The single allegation contained in plaintiff's bill asserting such lien is in these words:
“(13) Your orator is entitled to and has filed a mechanic's lien for all its said claim of $14,889.98, with interest as aforesaid, against said real estate and manufacturing plant in accordance with the laws of the state of West Virginia, and claims and is entitled by virtue thereof to a lien on said property.”

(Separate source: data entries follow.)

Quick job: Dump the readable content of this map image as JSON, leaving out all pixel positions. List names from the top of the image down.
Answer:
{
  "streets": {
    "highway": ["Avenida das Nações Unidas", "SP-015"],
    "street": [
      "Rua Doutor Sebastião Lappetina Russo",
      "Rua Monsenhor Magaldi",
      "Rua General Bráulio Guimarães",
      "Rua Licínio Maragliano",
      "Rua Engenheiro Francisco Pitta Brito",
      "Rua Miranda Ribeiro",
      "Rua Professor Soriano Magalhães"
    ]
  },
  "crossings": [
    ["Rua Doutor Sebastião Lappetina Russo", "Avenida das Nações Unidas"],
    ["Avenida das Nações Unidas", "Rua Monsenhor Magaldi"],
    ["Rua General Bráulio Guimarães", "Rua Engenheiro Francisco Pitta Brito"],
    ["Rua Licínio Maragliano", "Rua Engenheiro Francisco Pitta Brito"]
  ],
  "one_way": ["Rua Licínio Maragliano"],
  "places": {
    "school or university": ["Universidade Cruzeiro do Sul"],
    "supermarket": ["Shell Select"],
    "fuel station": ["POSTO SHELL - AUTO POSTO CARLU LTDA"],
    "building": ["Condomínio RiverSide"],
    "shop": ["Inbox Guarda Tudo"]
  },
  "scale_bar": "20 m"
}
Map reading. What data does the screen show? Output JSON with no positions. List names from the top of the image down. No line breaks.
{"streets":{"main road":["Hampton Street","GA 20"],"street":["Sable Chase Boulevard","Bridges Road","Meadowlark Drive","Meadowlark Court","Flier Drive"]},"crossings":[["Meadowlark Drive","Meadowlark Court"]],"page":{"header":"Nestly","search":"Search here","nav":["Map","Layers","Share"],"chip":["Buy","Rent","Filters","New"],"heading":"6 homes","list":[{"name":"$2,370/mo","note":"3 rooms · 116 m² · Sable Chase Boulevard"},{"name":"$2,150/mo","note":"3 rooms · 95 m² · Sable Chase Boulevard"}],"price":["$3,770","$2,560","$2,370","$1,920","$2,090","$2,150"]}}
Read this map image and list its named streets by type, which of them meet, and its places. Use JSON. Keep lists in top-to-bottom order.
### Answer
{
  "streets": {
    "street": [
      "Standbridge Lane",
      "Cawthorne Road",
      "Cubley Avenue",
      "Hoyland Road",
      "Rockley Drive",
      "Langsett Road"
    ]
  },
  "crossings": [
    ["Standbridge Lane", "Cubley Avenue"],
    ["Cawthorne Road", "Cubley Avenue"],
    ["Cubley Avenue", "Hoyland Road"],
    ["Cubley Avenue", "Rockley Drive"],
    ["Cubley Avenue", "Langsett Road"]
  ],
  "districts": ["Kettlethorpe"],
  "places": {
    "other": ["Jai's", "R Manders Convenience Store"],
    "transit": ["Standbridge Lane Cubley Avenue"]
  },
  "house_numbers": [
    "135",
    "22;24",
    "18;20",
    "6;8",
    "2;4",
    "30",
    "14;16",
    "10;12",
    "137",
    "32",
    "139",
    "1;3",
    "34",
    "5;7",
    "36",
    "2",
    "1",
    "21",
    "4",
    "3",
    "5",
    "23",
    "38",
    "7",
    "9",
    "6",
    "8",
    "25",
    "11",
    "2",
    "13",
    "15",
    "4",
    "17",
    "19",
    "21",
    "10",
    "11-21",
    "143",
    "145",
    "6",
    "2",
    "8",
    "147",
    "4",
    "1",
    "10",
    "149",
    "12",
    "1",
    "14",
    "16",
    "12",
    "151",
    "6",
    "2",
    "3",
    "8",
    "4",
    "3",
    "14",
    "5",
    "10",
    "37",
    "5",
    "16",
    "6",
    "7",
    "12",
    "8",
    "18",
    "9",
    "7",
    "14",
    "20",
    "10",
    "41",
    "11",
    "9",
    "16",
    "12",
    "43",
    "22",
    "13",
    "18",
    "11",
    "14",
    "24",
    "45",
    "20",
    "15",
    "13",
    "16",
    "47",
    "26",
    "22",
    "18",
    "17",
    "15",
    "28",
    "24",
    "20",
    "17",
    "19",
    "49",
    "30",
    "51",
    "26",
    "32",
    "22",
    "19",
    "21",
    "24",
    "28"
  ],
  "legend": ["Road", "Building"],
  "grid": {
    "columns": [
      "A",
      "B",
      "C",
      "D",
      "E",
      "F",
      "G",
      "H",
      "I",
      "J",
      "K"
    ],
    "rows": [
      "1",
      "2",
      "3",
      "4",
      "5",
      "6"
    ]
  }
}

Nothing can be better settled than the principles that every bill in equity must state the right, title, or claim of the plaintiff with accuracy and clearness; that every essential to the plaintiff's title to maintain the bill and obtain the relief must be stated in the bill, otherwise the defect will be fatal; that no facts are properly in issue unless charged in the bill; that every material allegation should be put in issue by the pleadings, so that the parties may be duly apprised of the essential inquiry, and may be enabled to collect testimony in order to meet it; and that the bill must show sufficient matters of fact per se to maintain the case, and, if it be defective in this, the bill will be dismissed. Sand's Suit in Equity 10; Story's Eq. Pl. 284; Mitf. Eq. Pl., 125; Parker v. Carter, 4 Munf. (Va.) 273, 6 Am. Dec. 513; McGugin v. O. R. R. Co., 33 W. Va. 63, 70, 71, 10 S. E. 36.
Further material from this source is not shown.